Returns:: PJ_SUCCESS normally.

pj_status_t pjmedia_wsola_reset(pjmedia_wsola *wsola, unsigned options)

Reset the buffer contents of WSOLA.

Parameters:

wsola – WSOLA session.
options – Reset options, must be zero for now.

Returns:

PJ_SUCCESS normally.

pj_status_t pjmedia_wsola_save(pjmedia_wsola *wsola, pj_int16_t frm[], pj_bool_t prev_lost)

Give one good frame to WSOLA to be kept as reference. Application must continuously give WSOLA good frames to keep its session up to date with current playback.

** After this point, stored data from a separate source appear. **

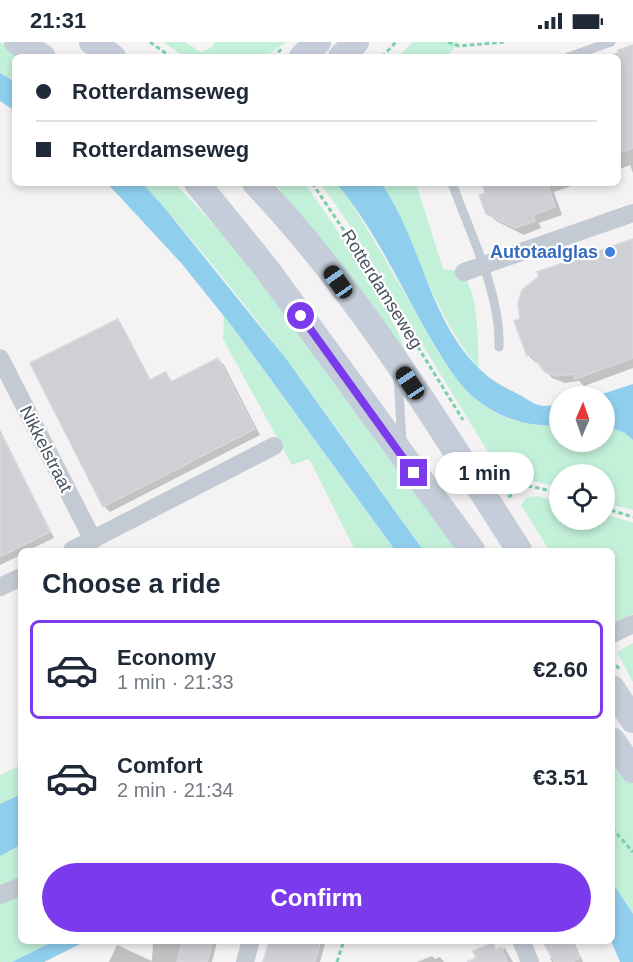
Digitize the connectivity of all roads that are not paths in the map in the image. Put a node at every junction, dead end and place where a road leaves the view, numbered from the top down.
1 (17, 42) edge
2 (92, 42) edge
3 (318, 42) edge
4 (356, 42) edge
5 (611, 42) edge
6 (37, 54) edge
7 (109, 54) edge
8 (305, 54) edge
9 (344, 54) edge
10 (577, 54) edge
11 (199, 186) edge
12 (258, 186) edge
13 (453, 186) edge
14 (633, 213) edge
15 (483, 266) junction
16 (464, 272) dead end
17 (499, 347) dead end
18 (0, 358) edge
19 (397, 365) junction
20 (274, 446) dead end
21 (402, 457) junction
22 (93, 540) junction
23 (76, 548) edge
24 (470, 548) edge
25 (518, 548) edge
26 (18, 579) edge
27 (0, 588) edge
28 (615, 693) edge
29 (633, 720) edge
30 (615, 744) edge
31 (633, 770) edge
32 (18, 887) edge
33 (0, 895) edge
34 (250, 944) edge
35 (523, 944) edge
36 (245, 962) edge
37 (530, 962) edge

1 - 6 main road
2 - 7 main road
3 - 8 main road
4 - 9 main road
5 - 10 lane
11 - 21 main road
12 - 19 main road, Rotterdamseweg
13 - 15 lane
14 - 15 street
15 - 16 street
15 - 17 lane
18 - 22 street, Nikkelstraat
19 - 21 lane, Rotterdamseweg
19 - 25 main road, Rotterdamseweg
20 - 22 street
21 - 24 main road
22 - 23 street
26 - 27 street
28 - 29 main road
30 - 31 main road
32 - 33 street
34 - 36 street
35 - 37 street

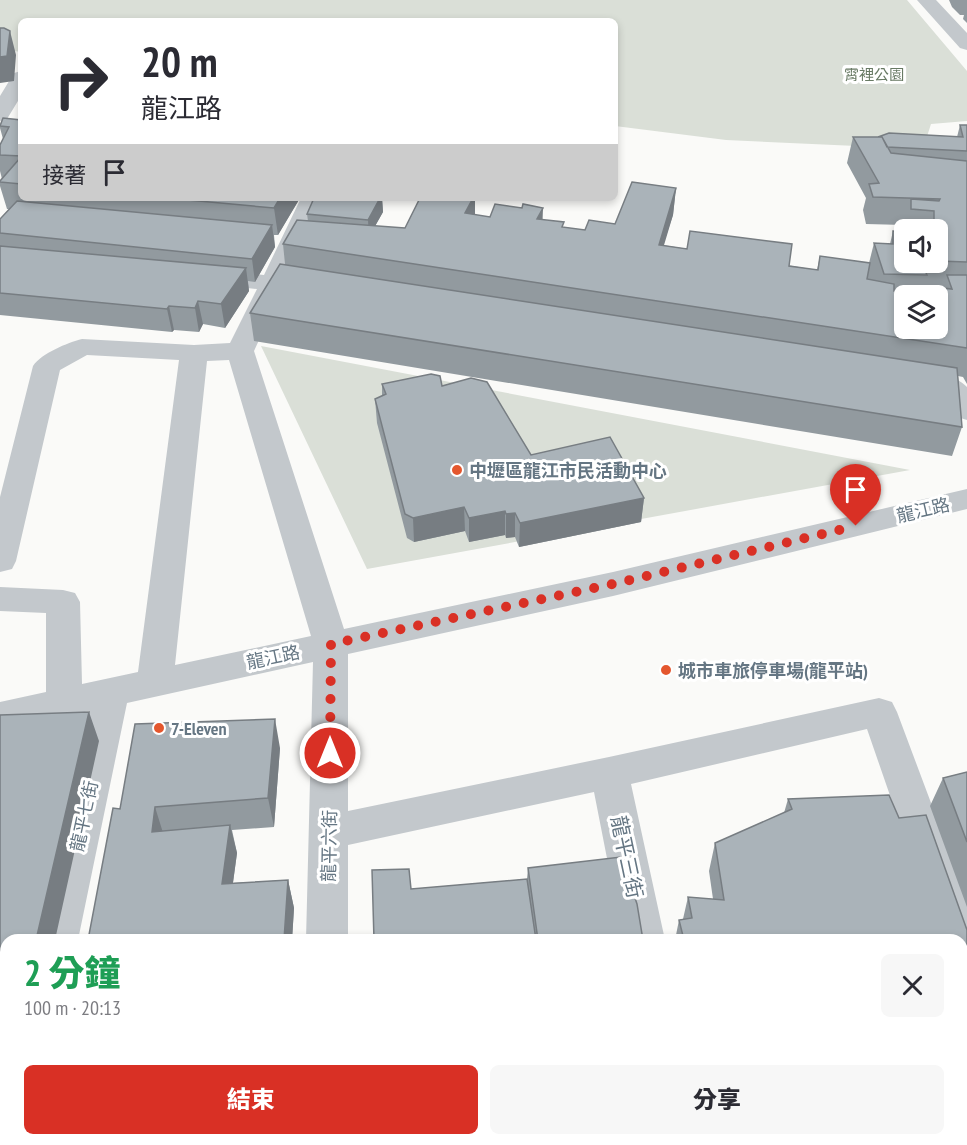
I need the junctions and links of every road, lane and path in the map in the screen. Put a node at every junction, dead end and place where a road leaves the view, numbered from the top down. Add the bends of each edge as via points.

Depending on the WSOLA implementation, this function may modify the content of the frame.

Parameters:

wsola – WSOLA session.
frm – The frame, which length must match the samples per frame setting of the WSOLA session.
prev_lost – If application previously generated a synthetic frame with pjmedia_wsola_generate() before calling this function, specify whether that was because of packet lost. If so, set this parameter to PJ_TRUE to make WSOLA interpolate this frame with its buffer. Otherwise if this value is PJ_FALSE, WSOLA will just append this frame to the end of its buffer.

Returns:

PJ_SUCCESS normally.

pj_status_t pjmedia_wsola_generate(pjmedia_wsola *wsola, pj_int16_t frm[])

Generate one synthetic frame from WSOLA.

Parameters:

wsola – WSOLA session.
frm – Buffer to receive the frame.

Returns:

PJ_SUCCESS normally.

pj_status_t pjmedia_wsola_discard(pjmedia_wsola *wsola, pj_int16_t buf1[], unsigned buf1_cnt, pj_int16_t buf2[], unsigned buf2_cnt, unsigned *erase_cnt)

Compress or compact the specified buffer by removing some audio samples from the buffer, without altering the pitch. For this function to work, total length of the buffer must be more than twice erase_cnt.

Parameters:

wsola – WSOLA session.
buf1 – Pointer to buffer.
buf1_cnt – Number of samples in the buffer.
buf2 – Pointer to second buffer, if the buffer is not contiguous. Otherwise this parameter must be NULL.
buf2_cnt – Number of samples in the second buffer, if the buffer is not contiguous. Otherwise this parameter should be zero.
erase_cnt – On input, specify the number of samples to be erased. This function may erase more or less than the requested number, and the actual number of samples erased will be given on this argument upon returning from the function.

Returns:

PJ_SUCCESS if some samples have been erased, PJ_ETOOSMALL if buffer is too small to be reduced, PJ_EINVAL if any of the parameters are not valid.